# PROBLEM STATEMENT:
Please transcribe the data below in full. Omit any picture you find in it.

Records drawn from a dataset:
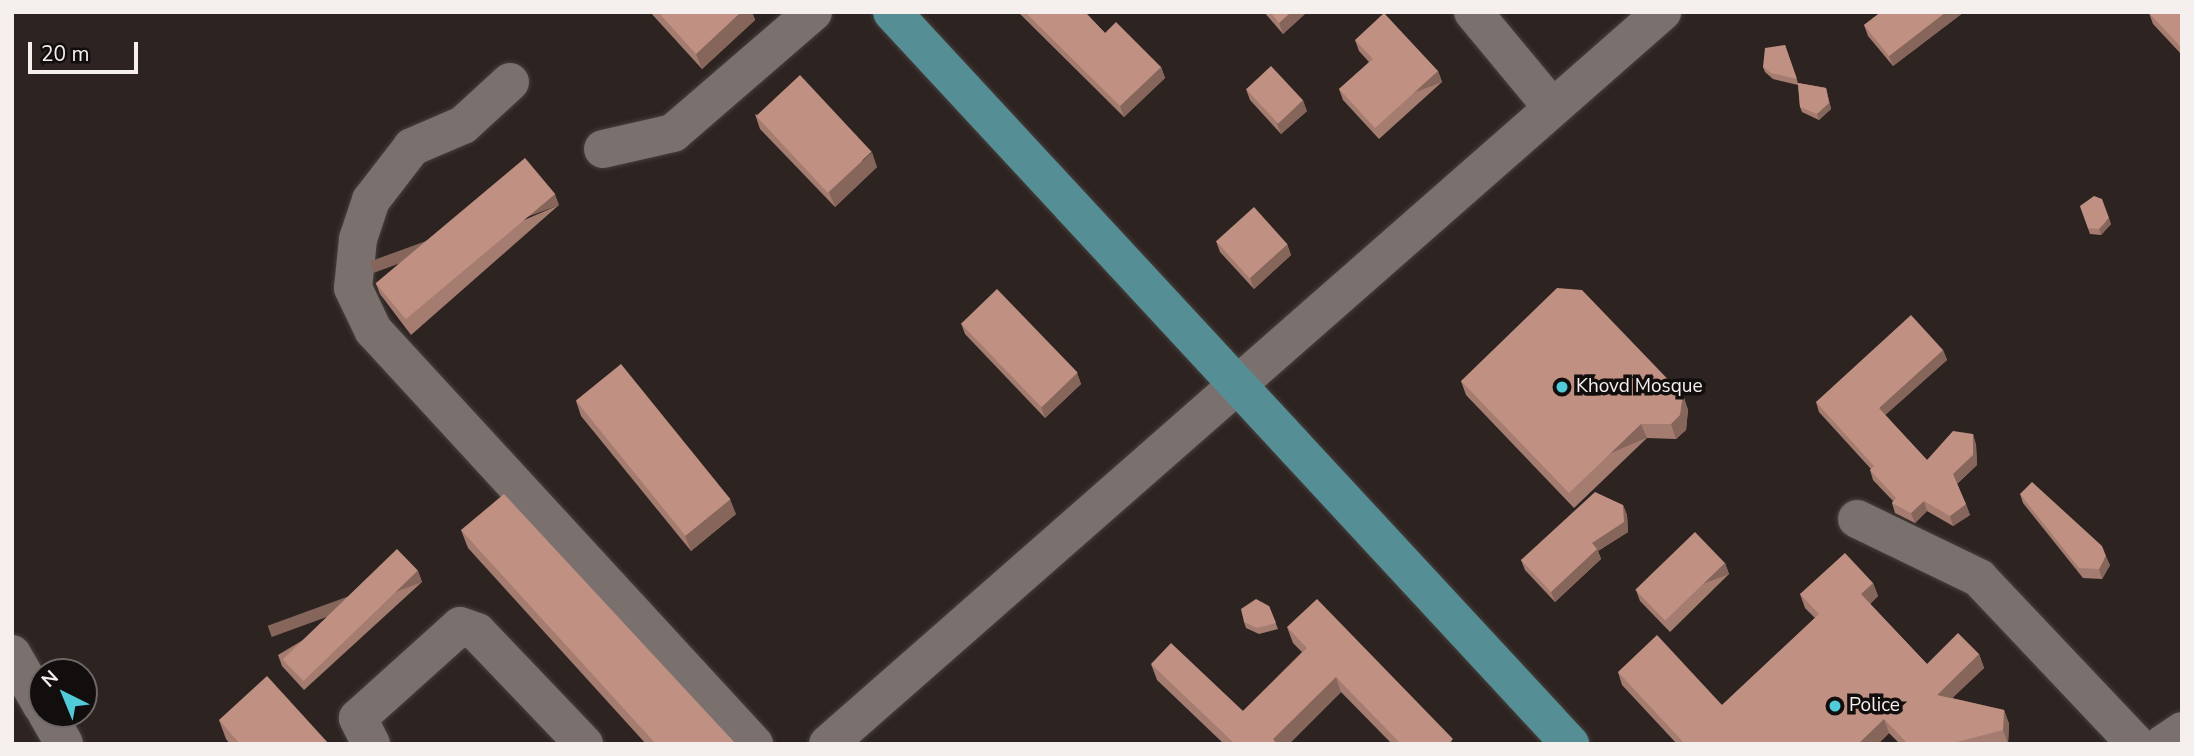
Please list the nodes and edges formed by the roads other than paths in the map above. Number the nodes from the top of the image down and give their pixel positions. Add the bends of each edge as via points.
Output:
1 (813, 12) edge
2 (892, 12) edge
3 (1473, 12) edge
4 (1662, 12) edge
5 (510, 82) dead end
6 (1552, 107) junction
7 (603, 149) dead end
8 (1234, 387) junction
9 (1857, 519) dead end
10 (12, 654) edge
11 (28, 682) edge
12 (55, 728) edge
13 (2163, 741) edge
14 (64, 744) edge
15 (371, 744) edge
16 (583, 744) edge
17 (754, 744) edge
18 (828, 744) edge
19 (1570, 744) edge

1 - 7 street via 673,133
2 - 8 main road
3 - 6 street
4 - 6 street
5 - 17 street via 463,125 412,147 371,200 358,239 353,288 373,330
6 - 8 street
8 - 18 street
8 - 19 main road
9 - 13 street via 1979,579
10 - 11 street
12 - 14 street
15 - 16 street via 358,718 460,626 477,632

# WRITTEN ANSWER:
Please list the nodes and edges formed by the roads other than paths in the map above. Number the nodes from the top of the image down and give their pixel positions. Add the bends of each edge as via points.
Output:
1 (813, 12) edge
2 (892, 12) edge
3 (1473, 12) edge
4 (1662, 12) edge
5 (510, 82) dead end
6 (1552, 107) junction
7 (603, 149) dead end
8 (1234, 387) junction
9 (1857, 519) dead end
10 (12, 654) edge
11 (28, 682) edge
12 (55, 728) edge
13 (2163, 741) edge
14 (64, 744) edge
15 (371, 744) edge
16 (583, 744) edge
17 (754, 744) edge
18 (828, 744) edge
19 (1570, 744) edge

1 - 7 street via 673,133
2 - 8 main road
3 - 6 street
4 - 6 street
5 - 17 street via 463,125 412,147 371,200 358,239 353,288 373,330
6 - 8 street
8 - 18 street
8 - 19 main road
9 - 13 street via 1979,579
10 - 11 street
12 - 14 street
15 - 16 street via 358,718 460,626 477,632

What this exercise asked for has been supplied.